GIVEN RECORDS:
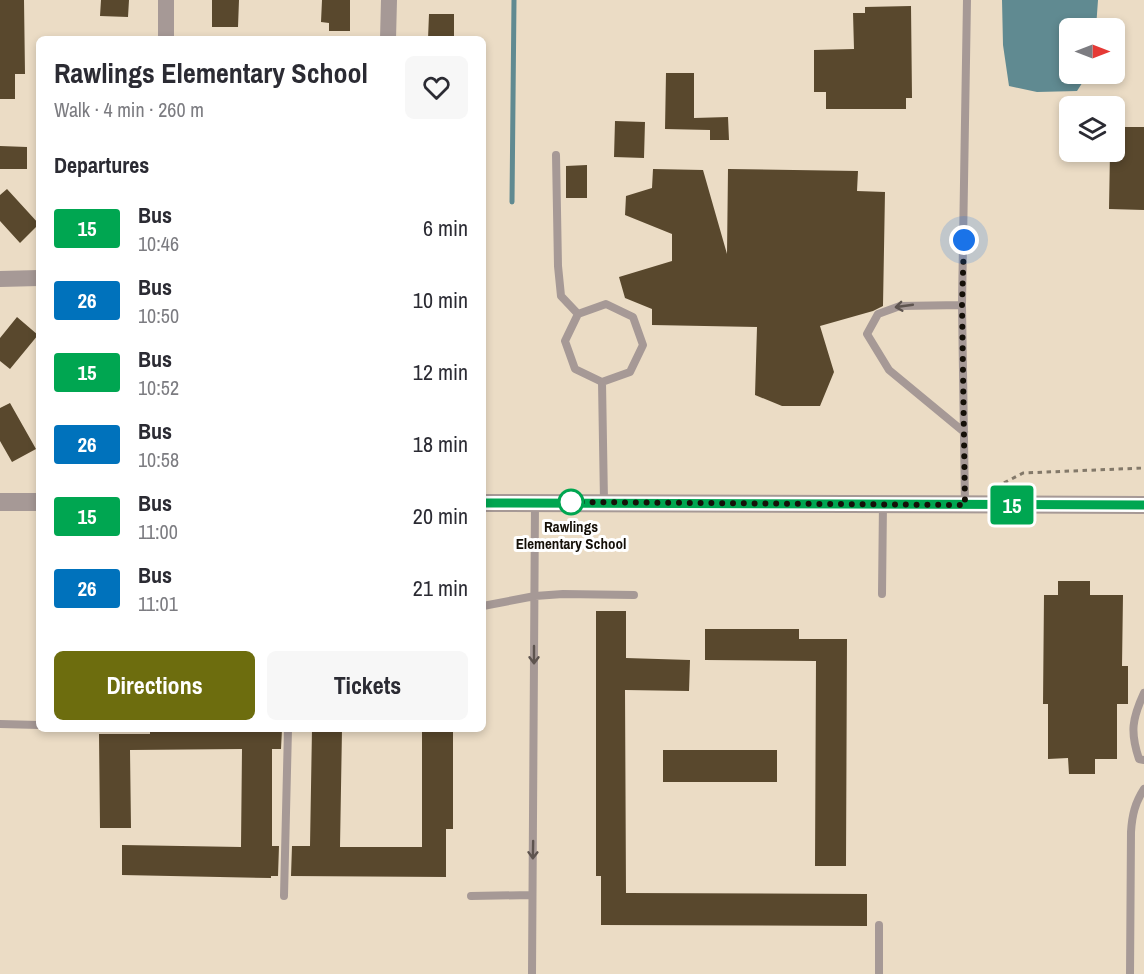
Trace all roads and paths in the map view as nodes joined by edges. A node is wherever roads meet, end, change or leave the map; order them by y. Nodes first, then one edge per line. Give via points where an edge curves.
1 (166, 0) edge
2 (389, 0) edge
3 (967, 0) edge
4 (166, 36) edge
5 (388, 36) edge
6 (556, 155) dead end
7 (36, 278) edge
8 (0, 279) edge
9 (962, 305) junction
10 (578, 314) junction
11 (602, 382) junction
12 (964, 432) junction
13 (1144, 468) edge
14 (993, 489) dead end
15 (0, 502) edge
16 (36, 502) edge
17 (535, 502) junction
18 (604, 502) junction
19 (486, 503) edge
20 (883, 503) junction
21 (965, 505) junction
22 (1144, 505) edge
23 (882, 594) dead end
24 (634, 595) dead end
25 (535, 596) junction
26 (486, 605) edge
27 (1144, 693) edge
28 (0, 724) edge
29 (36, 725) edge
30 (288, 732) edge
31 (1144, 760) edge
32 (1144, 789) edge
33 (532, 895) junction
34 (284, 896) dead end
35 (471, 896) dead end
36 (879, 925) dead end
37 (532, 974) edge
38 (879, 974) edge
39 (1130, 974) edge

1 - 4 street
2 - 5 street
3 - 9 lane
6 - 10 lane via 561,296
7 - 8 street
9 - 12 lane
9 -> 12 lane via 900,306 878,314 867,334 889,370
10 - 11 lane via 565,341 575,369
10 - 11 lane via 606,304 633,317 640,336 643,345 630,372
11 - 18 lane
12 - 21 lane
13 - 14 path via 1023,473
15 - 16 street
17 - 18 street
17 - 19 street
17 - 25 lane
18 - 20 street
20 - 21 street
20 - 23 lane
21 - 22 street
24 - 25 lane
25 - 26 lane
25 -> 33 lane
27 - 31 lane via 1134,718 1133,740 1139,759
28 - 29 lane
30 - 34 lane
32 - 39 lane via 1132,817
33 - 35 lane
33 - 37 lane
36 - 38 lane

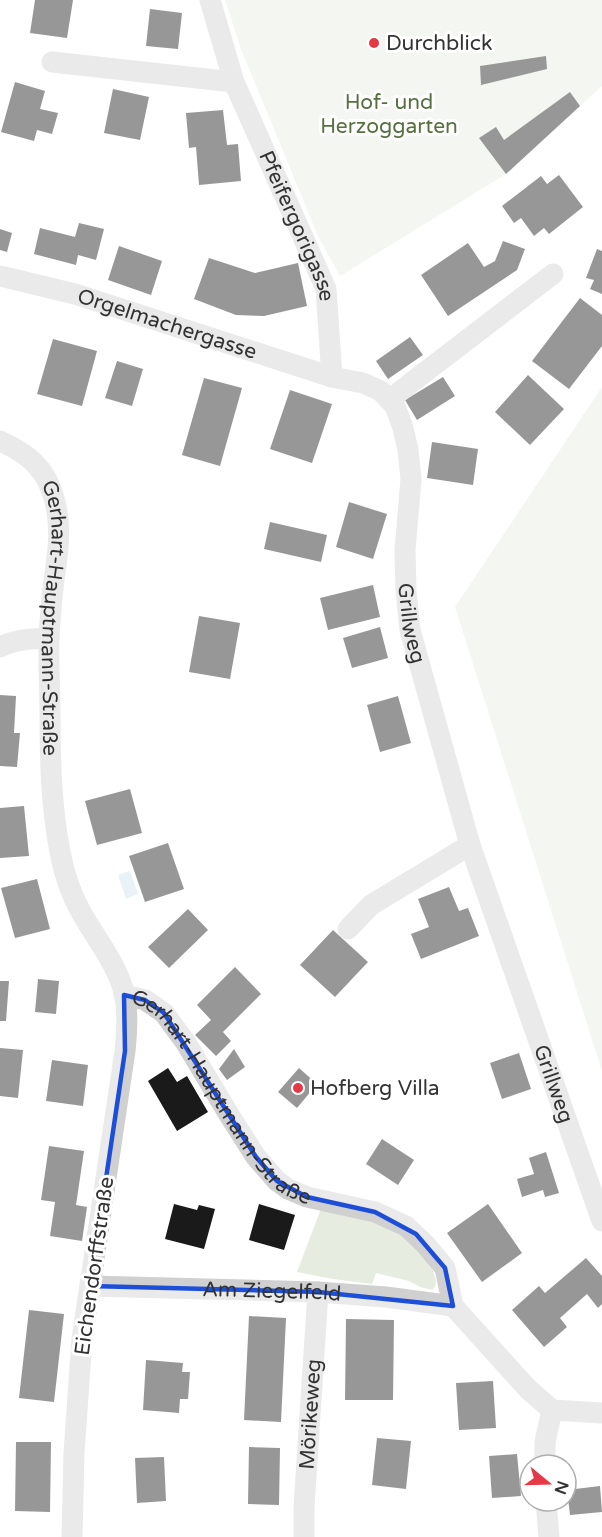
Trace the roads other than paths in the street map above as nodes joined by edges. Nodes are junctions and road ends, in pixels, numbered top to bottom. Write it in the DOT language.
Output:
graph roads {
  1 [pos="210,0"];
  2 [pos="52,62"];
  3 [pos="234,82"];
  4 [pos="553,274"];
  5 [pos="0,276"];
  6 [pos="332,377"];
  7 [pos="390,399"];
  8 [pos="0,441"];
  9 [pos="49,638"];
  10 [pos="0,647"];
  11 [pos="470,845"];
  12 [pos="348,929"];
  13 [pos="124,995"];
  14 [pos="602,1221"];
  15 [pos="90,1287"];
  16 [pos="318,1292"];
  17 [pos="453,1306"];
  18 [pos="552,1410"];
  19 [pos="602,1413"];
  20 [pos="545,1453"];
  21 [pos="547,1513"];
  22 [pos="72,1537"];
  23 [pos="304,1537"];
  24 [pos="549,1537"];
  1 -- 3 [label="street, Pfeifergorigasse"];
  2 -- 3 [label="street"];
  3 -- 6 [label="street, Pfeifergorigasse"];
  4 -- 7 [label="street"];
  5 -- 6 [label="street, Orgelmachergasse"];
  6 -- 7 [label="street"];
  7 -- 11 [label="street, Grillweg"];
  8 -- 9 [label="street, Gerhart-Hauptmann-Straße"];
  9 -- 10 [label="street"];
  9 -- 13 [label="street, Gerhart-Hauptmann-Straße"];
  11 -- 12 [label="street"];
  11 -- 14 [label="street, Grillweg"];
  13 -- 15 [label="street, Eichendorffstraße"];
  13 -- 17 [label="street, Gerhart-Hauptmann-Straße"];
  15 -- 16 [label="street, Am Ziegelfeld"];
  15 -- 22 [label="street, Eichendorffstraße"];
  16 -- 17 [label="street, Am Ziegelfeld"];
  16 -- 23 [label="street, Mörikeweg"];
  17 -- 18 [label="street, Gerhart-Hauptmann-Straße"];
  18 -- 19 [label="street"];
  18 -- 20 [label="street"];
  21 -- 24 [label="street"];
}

ABOUT THIS TASK:
Reproduce every line above that contains the string "Hauptmann".

EXPECTED ANSWER:
  8 -- 9 [label="street, Gerhart-Hauptmann-Straße"];
  9 -- 13 [label="street, Gerhart-Hauptmann-Straße"];
  13 -- 17 [label="street, Gerhart-Hauptmann-Straße"];
  17 -- 18 [label="street, Gerhart-Hauptmann-Straße"];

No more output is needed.